Manually cleaning data

Manually cleaning data

Verify and report results

  1. Verification of data is crucial to ensure the data cleaning process has been executed correctly and the data is accurate and reliable.
  2. Verification allows for the identification and rectification of errors before beginning analysis, ensuring the insights gained can be trusted for decision-making.
  3. Reporting on the data cleaning process promotes transparency, builds trust within the team, and ensures all stakeholders are informed about important project details.
  4. Changelogs, which are files containing a chronologically ordered list of modifications made to a project, are useful tools for tracking a dataset's evolution and for communicating and reporting data to others.
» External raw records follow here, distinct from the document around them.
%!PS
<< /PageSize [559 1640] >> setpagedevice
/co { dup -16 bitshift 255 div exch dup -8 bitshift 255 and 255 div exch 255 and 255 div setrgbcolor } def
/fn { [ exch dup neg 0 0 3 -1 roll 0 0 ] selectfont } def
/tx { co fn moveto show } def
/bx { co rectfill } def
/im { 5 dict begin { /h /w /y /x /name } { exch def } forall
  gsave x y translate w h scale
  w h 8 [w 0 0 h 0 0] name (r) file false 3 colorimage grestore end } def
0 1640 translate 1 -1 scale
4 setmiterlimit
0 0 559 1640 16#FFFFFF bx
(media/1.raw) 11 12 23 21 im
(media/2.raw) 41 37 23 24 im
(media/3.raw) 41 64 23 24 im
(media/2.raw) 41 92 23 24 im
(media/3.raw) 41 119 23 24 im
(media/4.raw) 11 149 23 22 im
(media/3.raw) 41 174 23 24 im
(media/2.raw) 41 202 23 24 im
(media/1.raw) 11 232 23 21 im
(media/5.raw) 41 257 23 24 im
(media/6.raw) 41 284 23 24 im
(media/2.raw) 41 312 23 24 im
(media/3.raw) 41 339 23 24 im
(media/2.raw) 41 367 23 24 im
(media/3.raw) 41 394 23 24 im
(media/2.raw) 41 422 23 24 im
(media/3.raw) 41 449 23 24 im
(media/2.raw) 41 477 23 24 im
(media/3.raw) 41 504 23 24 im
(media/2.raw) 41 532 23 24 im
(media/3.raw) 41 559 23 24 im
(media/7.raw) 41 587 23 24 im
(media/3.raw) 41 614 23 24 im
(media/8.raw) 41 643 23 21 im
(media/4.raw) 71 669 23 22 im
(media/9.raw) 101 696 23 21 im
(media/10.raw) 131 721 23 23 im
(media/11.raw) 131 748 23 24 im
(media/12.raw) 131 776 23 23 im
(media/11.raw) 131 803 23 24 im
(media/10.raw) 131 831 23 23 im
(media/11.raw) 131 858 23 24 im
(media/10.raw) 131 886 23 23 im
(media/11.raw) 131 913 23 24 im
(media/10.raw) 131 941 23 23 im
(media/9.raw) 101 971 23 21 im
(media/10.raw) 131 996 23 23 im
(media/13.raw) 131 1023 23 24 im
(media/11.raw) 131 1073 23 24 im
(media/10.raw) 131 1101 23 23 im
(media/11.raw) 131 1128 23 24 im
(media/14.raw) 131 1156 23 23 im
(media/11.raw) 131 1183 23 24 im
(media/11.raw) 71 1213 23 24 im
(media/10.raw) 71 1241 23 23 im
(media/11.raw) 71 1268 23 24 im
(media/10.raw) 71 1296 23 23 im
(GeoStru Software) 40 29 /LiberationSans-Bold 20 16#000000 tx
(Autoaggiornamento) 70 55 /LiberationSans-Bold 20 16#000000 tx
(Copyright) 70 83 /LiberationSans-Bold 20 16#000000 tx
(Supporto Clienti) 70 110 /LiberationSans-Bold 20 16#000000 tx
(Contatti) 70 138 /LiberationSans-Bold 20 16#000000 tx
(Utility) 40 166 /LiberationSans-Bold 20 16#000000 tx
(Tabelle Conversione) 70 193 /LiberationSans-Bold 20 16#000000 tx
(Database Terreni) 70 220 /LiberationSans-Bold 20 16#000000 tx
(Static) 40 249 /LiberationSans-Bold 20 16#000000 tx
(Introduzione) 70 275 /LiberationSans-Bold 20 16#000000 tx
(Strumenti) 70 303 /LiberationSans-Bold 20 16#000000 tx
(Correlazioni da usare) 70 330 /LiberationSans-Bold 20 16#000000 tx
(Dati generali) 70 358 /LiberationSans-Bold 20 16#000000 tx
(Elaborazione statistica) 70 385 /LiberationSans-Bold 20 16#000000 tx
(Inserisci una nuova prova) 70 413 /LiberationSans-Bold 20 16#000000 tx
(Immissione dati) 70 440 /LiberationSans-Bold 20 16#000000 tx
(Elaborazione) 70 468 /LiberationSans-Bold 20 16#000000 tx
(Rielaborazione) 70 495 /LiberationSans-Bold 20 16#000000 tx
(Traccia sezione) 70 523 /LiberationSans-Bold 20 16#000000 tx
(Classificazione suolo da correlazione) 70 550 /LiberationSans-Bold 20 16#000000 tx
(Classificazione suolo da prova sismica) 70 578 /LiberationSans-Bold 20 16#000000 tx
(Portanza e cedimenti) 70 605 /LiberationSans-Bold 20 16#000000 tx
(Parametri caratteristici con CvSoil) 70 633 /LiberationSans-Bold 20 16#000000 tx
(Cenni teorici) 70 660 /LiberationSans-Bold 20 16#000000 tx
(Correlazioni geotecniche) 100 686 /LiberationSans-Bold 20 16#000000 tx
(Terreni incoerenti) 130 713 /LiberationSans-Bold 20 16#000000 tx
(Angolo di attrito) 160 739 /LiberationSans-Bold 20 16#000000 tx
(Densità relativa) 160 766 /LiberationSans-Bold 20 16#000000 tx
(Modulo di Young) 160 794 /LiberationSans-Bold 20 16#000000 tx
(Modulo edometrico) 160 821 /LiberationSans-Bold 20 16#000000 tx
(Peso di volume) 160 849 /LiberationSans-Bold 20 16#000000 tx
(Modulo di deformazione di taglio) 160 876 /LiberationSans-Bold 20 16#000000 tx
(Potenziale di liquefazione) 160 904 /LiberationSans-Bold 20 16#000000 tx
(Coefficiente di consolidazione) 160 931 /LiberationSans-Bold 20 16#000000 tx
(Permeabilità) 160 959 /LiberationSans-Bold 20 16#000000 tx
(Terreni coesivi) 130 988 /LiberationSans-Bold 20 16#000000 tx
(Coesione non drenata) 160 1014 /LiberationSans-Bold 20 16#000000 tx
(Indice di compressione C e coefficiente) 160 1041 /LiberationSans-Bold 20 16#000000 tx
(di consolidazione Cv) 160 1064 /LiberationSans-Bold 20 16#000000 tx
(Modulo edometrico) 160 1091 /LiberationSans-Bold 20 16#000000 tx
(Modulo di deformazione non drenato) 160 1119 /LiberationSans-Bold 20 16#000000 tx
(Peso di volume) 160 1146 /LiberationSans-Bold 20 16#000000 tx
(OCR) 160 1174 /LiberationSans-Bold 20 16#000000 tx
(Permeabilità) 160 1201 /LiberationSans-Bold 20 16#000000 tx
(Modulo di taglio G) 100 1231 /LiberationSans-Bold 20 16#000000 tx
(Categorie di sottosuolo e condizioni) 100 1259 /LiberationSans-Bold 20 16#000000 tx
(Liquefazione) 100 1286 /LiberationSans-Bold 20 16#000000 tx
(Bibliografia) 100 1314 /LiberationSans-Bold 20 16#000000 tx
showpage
Confirm data-cleaning meets business expectations

See the big picture when verifying data-cleaning

  1. Consider the business problem
  2. Consider the goal
  3. Consider the data
🚥
Do the numbers make sense?
  • Verification is a crucial step in any data analysis project, ensuring the reliability and accuracy of the cleaned data.
  • Verification involves comparing the original unclean data set with the cleaned one and identifying and correcting any persisting issues.
  • A big-picture perspective is essential during verification. It reaffirms the alignment of the project with the original business problem and goals.
  • Considering the source of the data and testing the data collection and cleaning processes are crucial to ensure the data can solve the problem and meet the project objectives.
  • Seeking feedback from teammates and scrutinizing any suspicious or potentially problematic data can help identify overlooked issues.
  • Verification safeguards the trustworthiness of the insights gained from the analysis, helping companies avoid significant mistakes.

Example 1: Verify data with spreadsheets

Use spreadsheet tools such as Find and Replace and pivot tables to find, understand, and fix errors in your spreadsheet.

Use a pivot table to understand errors in a spreadsheet

  1. Select the XXX column.
  2. Select Insert > Pivot Table. In the Create pivot table dialog box, choose New Sheet then Create.
  3. This creates a new tab that is mostly blank.
  4. Additionally, the Pivot table editor pane is in the window.
  5. Next to Rows. Select Add, then the XXX column.
  6. Next to Values, select Add then select XXX. This adds a value for the XXX column.
  7. By default, Google Sheets sets the value to summarize by COUNTA (the total number of values in a range). This will show how many times each supplier name comes up. It’s a great way to check for misspellings and other anomalies. Note: Don’t use COUNT, because COUNT counts only numerical values.
  8. When there is only one instance of the misspelled name, manually change it to the correct spelling.
  9. To return to the original sheet, select the Sheet1 tab.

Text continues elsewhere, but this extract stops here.